Which lines below hold the word "dead"? Copy all of them.

====== DATASET RECORDS

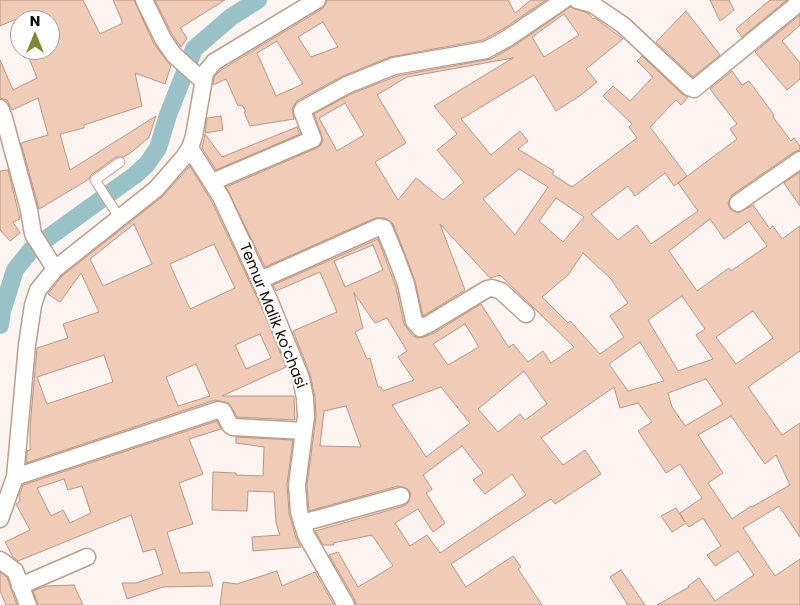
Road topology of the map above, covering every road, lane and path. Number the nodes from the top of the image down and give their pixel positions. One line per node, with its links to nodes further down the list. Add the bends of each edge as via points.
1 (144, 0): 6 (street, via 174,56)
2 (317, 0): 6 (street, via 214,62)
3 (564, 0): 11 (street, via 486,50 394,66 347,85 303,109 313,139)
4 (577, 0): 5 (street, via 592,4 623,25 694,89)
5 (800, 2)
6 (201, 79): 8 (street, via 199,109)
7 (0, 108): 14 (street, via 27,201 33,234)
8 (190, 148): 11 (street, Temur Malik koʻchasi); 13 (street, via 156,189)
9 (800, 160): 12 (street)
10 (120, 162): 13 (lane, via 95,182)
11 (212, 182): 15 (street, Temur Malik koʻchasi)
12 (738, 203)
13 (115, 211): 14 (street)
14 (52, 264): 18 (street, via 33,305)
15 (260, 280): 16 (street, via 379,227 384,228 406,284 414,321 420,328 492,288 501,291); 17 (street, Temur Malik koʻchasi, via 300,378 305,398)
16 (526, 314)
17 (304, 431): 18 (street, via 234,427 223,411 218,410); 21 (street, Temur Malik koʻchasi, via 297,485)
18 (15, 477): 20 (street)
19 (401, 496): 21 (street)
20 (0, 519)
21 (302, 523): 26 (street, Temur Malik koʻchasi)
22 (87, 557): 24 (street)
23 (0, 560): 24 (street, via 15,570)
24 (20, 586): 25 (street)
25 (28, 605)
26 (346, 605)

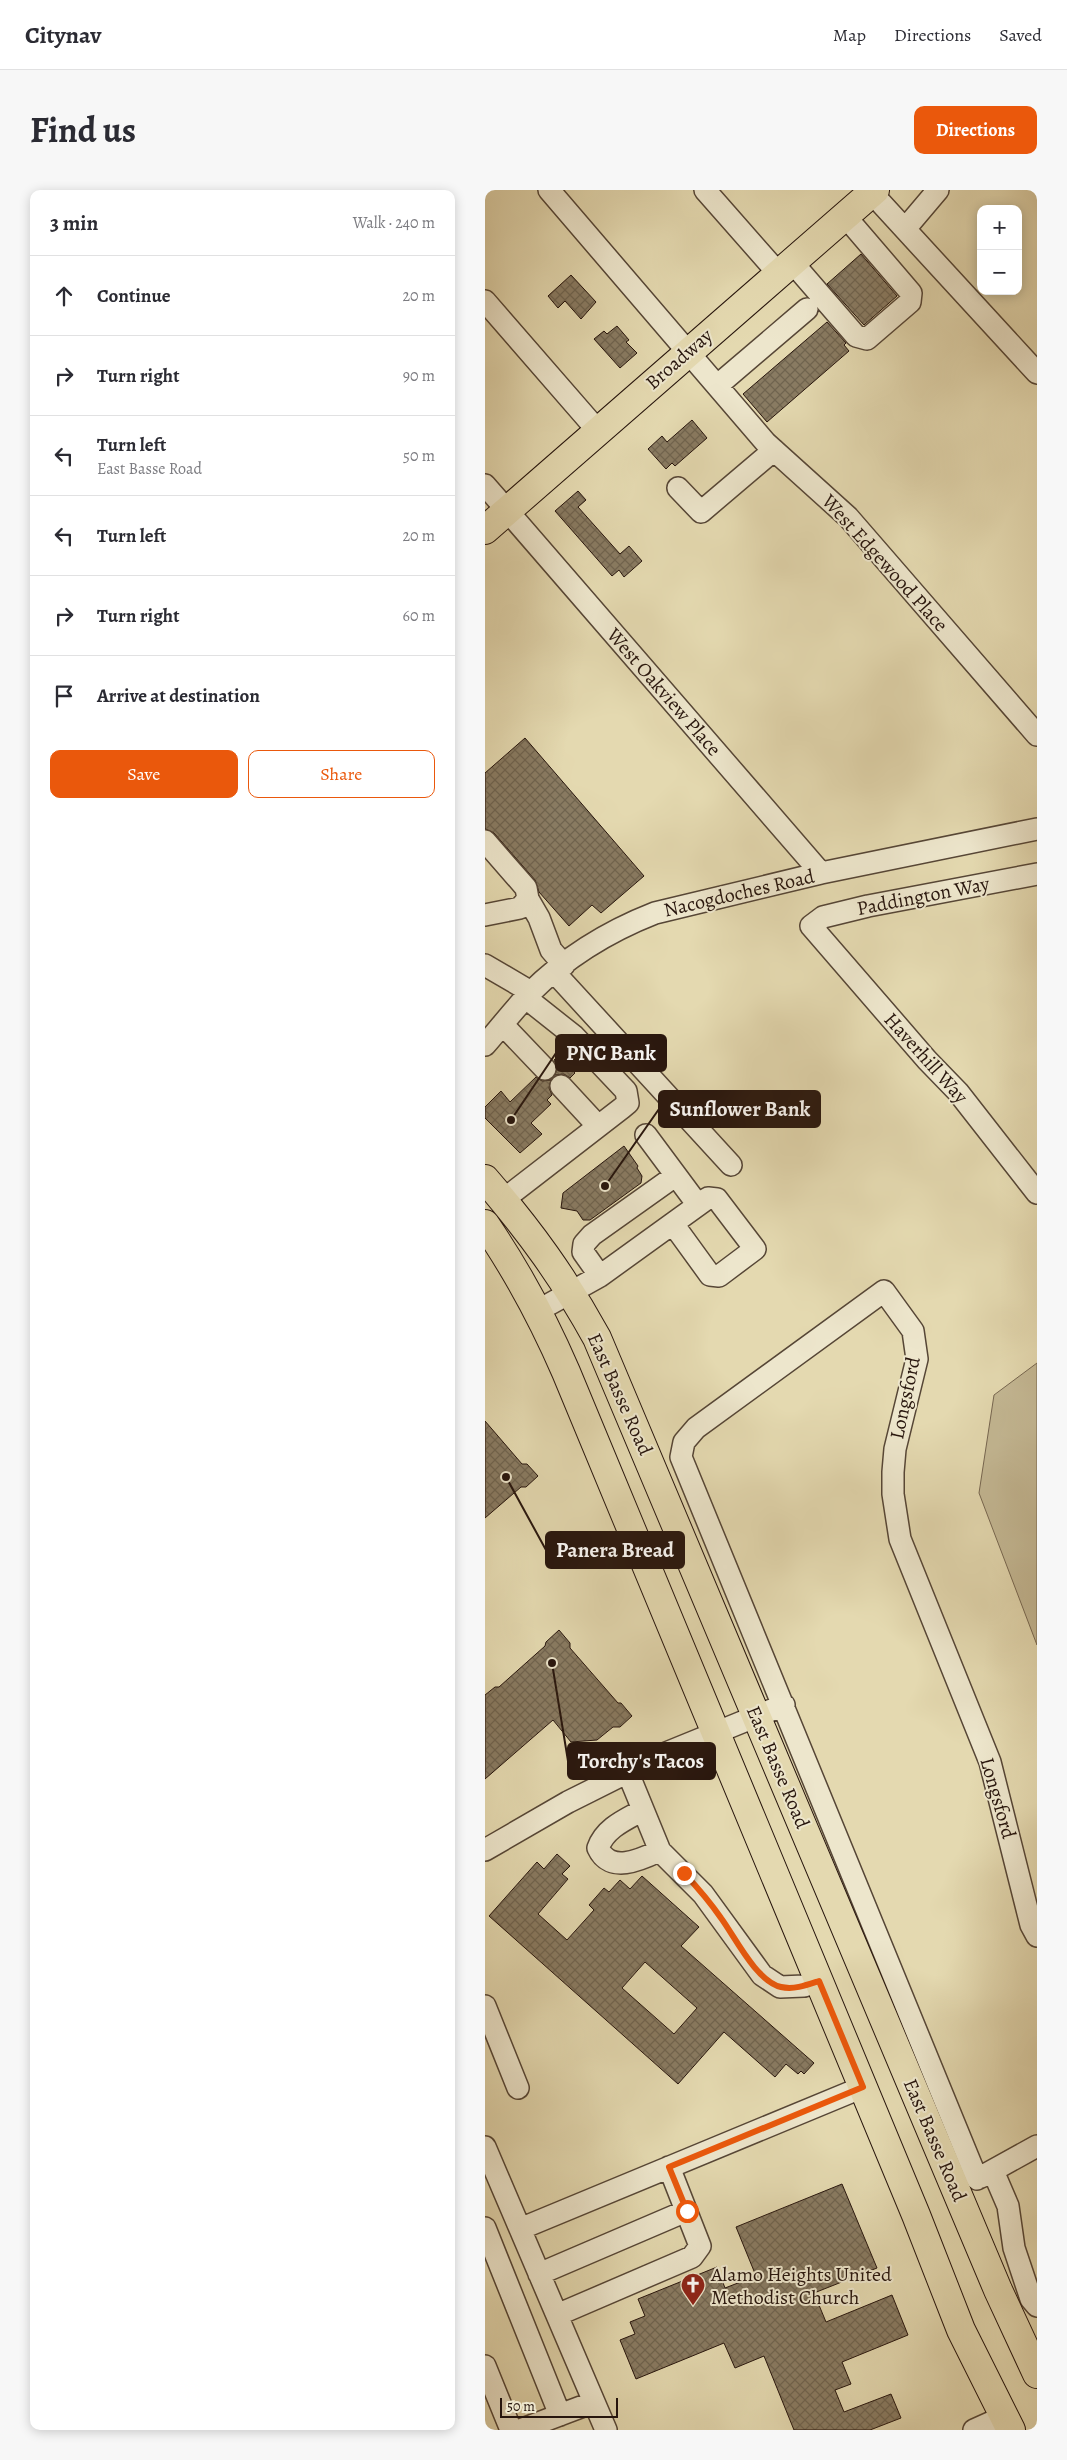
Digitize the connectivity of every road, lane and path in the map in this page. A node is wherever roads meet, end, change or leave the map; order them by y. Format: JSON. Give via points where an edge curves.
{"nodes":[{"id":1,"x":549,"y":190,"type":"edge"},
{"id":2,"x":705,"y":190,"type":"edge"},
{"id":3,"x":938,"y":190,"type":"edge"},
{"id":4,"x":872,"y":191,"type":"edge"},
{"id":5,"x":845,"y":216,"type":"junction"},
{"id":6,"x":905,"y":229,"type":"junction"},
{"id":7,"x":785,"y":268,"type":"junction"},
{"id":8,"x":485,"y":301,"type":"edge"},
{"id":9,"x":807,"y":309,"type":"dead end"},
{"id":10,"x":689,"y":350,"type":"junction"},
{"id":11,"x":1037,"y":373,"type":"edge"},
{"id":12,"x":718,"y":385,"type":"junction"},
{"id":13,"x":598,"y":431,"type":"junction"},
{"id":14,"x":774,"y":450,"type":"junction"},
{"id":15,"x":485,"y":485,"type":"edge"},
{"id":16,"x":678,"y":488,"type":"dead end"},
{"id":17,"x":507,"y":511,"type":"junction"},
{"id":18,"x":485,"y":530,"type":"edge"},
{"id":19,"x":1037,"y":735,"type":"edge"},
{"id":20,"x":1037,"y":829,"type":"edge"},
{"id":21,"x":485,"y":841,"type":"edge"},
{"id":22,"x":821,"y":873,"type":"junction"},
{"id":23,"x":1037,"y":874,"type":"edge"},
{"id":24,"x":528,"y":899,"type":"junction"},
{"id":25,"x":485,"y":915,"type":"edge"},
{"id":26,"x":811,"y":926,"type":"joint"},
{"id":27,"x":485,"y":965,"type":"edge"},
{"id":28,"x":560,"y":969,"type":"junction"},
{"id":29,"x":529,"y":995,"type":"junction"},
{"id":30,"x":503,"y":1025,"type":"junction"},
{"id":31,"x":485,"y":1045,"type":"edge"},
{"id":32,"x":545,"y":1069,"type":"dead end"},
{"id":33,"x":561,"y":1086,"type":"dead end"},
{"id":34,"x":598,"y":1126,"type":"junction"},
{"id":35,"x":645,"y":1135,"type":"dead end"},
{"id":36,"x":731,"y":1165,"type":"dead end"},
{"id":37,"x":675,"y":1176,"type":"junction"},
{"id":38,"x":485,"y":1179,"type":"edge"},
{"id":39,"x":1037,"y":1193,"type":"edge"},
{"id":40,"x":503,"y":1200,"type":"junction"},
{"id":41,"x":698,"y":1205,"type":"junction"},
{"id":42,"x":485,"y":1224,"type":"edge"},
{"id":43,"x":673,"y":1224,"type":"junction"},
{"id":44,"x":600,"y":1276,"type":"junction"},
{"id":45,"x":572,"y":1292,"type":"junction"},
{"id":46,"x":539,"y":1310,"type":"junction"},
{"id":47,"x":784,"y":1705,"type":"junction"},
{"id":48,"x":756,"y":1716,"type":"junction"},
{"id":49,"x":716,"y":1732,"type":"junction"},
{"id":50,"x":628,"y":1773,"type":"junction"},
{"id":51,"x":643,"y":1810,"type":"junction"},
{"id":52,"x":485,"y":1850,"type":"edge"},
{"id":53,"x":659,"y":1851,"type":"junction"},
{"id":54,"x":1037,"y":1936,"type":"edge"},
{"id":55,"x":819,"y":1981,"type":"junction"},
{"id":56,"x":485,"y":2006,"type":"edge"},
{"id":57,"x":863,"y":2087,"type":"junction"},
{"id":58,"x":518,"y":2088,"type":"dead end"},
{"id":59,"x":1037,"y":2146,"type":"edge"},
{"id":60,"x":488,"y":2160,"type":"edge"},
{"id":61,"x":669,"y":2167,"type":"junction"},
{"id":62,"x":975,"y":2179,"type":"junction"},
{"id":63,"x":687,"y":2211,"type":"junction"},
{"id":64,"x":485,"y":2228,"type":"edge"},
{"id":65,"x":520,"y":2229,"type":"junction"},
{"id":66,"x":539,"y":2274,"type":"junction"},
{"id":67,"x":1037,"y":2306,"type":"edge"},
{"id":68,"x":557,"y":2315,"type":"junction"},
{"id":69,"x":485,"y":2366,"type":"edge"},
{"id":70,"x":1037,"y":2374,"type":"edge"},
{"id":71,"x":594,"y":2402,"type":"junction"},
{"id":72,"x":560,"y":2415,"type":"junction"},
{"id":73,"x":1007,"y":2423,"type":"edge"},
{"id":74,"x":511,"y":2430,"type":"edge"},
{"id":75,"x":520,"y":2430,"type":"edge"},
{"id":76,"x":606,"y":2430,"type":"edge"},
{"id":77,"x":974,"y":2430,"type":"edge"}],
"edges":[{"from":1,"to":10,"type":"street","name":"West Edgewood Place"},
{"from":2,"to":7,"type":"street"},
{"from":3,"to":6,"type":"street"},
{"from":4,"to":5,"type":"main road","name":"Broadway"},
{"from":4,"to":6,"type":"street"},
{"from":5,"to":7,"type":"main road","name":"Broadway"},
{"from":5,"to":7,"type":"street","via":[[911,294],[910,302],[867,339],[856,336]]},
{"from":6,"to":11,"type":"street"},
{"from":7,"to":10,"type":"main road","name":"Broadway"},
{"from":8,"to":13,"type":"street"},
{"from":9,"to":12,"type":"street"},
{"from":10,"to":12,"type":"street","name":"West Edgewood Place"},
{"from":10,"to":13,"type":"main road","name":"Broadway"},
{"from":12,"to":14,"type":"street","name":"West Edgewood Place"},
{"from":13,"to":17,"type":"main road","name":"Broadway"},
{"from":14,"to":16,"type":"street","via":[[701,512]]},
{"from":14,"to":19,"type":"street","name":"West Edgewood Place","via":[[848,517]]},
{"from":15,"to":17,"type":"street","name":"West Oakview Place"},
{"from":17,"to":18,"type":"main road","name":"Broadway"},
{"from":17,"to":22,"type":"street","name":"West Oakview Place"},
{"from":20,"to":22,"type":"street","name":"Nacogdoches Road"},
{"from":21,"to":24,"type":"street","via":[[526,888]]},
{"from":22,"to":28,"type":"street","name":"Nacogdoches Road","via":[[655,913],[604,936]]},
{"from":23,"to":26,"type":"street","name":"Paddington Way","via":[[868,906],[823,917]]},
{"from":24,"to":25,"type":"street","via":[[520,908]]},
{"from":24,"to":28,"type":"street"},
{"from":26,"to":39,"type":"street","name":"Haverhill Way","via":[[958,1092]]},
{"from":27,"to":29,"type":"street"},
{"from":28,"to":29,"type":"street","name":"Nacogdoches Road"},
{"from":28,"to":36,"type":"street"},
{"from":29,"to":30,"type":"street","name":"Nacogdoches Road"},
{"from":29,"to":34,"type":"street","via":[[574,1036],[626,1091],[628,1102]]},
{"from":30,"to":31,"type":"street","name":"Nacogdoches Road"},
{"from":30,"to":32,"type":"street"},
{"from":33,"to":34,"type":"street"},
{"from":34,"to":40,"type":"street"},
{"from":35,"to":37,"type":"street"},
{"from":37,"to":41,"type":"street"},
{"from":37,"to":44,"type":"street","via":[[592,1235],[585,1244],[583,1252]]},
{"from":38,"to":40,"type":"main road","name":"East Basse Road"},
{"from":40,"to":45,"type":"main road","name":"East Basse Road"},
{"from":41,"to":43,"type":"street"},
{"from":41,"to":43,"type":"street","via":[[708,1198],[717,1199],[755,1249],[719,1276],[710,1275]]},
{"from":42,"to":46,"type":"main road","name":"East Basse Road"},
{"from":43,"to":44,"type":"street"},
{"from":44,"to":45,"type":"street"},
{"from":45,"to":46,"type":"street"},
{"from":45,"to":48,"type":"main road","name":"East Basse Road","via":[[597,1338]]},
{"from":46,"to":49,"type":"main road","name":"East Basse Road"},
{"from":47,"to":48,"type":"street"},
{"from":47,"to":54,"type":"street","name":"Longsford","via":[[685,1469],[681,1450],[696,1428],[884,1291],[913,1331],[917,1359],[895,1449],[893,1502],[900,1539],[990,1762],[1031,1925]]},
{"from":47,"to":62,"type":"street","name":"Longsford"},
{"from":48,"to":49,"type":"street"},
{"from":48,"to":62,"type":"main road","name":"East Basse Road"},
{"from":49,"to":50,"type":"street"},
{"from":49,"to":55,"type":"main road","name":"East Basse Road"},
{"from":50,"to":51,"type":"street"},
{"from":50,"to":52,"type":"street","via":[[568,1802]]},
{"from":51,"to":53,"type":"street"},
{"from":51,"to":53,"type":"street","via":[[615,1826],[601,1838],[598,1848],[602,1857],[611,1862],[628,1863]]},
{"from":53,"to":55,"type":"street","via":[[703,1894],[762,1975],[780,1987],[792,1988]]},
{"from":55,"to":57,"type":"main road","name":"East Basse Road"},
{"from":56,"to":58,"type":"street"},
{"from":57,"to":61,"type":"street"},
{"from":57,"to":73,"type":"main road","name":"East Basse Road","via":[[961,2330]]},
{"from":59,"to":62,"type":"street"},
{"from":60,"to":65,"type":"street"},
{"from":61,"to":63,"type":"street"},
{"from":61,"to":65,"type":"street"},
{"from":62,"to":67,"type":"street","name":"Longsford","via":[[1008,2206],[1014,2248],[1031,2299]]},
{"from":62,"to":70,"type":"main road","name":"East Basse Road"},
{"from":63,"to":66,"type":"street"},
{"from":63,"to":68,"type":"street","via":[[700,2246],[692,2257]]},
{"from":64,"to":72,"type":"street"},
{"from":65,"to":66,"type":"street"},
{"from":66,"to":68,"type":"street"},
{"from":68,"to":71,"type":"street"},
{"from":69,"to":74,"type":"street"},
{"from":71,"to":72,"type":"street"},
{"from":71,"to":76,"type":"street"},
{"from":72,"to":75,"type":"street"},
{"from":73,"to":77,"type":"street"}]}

============

◆ SOLUTION ◆
{"id":9,"x":807,"y":309,"type":"dead end"},
{"id":16,"x":678,"y":488,"type":"dead end"},
{"id":32,"x":545,"y":1069,"type":"dead end"},
{"id":33,"x":561,"y":1086,"type":"dead end"},
{"id":35,"x":645,"y":1135,"type":"dead end"},
{"id":36,"x":731,"y":1165,"type":"dead end"},
{"id":58,"x":518,"y":2088,"type":"dead end"},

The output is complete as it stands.